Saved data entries
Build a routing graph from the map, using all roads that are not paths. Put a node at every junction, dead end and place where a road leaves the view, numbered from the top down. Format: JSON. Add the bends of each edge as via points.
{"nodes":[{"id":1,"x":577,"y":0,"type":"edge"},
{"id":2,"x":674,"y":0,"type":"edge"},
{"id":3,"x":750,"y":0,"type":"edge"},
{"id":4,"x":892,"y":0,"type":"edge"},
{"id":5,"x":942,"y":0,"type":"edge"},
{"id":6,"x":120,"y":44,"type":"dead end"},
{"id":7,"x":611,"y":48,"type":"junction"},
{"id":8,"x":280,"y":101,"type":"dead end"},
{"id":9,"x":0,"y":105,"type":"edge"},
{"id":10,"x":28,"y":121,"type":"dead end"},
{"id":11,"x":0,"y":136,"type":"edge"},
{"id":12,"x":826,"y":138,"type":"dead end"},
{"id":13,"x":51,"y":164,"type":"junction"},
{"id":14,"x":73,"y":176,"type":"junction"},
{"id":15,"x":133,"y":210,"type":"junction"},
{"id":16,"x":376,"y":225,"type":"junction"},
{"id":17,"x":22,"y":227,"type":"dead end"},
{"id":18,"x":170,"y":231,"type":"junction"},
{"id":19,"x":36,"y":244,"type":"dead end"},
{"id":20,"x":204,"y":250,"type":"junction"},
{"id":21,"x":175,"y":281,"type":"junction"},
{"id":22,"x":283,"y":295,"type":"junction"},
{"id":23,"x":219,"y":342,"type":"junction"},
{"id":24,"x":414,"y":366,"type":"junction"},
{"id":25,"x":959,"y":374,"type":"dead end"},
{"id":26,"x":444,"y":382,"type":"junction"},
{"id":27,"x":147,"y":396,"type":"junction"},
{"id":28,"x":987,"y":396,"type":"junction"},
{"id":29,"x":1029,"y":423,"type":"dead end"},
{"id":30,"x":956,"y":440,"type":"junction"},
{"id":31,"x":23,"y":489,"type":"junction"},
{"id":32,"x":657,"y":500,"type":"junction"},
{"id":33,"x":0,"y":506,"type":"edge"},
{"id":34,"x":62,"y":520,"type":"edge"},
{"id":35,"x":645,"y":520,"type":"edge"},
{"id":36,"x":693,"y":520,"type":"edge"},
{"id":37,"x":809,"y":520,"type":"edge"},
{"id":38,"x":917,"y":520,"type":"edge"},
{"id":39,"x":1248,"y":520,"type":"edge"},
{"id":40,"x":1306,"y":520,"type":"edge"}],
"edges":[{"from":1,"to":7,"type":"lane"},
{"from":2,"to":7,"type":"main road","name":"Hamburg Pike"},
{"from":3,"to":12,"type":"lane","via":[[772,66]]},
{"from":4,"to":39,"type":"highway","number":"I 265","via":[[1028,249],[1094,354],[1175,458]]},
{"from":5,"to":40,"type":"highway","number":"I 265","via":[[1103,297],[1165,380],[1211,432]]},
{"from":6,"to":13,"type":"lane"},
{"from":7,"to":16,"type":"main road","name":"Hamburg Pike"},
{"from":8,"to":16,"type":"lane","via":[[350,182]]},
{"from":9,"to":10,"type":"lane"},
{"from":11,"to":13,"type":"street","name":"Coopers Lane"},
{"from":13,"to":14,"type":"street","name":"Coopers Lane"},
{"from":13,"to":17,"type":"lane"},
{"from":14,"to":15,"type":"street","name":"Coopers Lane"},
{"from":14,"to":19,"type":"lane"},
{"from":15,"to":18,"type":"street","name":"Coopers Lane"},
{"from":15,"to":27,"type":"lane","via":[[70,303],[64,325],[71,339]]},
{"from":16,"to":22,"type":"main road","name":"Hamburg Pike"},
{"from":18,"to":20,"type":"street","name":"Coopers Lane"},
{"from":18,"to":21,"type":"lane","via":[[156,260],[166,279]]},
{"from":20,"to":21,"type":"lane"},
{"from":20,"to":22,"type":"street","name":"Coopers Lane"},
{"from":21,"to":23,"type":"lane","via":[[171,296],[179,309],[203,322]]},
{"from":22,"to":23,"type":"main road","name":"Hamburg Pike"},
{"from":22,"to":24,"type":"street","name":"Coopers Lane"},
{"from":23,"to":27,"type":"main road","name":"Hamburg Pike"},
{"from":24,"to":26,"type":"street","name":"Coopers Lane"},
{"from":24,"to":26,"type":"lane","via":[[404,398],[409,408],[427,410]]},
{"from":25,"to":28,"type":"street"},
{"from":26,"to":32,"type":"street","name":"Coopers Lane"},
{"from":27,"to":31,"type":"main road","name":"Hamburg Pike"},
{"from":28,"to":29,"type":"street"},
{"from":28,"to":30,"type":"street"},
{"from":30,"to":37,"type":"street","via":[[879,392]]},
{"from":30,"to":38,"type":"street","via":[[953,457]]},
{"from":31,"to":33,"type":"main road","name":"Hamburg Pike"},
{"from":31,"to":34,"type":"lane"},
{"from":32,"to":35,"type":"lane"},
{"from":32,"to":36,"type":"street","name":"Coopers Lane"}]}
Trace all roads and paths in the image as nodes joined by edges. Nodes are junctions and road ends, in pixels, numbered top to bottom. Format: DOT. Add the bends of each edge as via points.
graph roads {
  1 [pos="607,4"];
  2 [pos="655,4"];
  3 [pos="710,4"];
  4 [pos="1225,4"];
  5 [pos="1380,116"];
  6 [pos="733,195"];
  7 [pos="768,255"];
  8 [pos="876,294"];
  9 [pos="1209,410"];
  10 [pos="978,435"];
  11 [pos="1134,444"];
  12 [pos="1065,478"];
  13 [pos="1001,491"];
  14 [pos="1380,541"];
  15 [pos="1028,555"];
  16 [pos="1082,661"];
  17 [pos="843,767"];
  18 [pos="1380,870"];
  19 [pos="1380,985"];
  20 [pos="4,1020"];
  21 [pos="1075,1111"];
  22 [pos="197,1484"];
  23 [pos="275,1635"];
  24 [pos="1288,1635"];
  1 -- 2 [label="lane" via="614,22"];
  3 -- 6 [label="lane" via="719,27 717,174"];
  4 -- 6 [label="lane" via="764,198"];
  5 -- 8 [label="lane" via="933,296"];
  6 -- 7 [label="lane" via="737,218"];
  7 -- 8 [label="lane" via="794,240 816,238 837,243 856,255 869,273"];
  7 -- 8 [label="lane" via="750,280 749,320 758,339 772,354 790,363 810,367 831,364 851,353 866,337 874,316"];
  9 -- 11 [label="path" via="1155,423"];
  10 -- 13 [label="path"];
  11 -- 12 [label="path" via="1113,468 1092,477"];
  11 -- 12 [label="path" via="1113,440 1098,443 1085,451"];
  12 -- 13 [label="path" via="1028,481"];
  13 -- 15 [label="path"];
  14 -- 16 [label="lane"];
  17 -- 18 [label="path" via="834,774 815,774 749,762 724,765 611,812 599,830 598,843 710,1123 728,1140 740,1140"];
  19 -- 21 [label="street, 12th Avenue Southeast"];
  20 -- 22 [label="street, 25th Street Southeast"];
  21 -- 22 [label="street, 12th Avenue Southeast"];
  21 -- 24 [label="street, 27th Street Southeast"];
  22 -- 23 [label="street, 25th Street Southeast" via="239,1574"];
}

• YOUR ASSIGNMENT
Pull out every line holding "dead" from the records above, and copy it.

• RESULT OF THE EXERCISE
Build a routing graph from the map, using all roads that are not paths. Put a node at every junction, dead end and place where a road leaves the view, numbered from the top down. Format: JSON. Add the bends of each edge as via points.
{"id":6,"x":120,"y":44,"type":"dead end"},
{"id":8,"x":280,"y":101,"type":"dead end"},
{"id":10,"x":28,"y":121,"type":"dead end"},
{"id":12,"x":826,"y":138,"type":"dead end"},
{"id":17,"x":22,"y":227,"type":"dead end"},
{"id":19,"x":36,"y":244,"type":"dead end"},
{"id":25,"x":959,"y":374,"type":"dead end"},
{"id":29,"x":1029,"y":423,"type":"dead end"},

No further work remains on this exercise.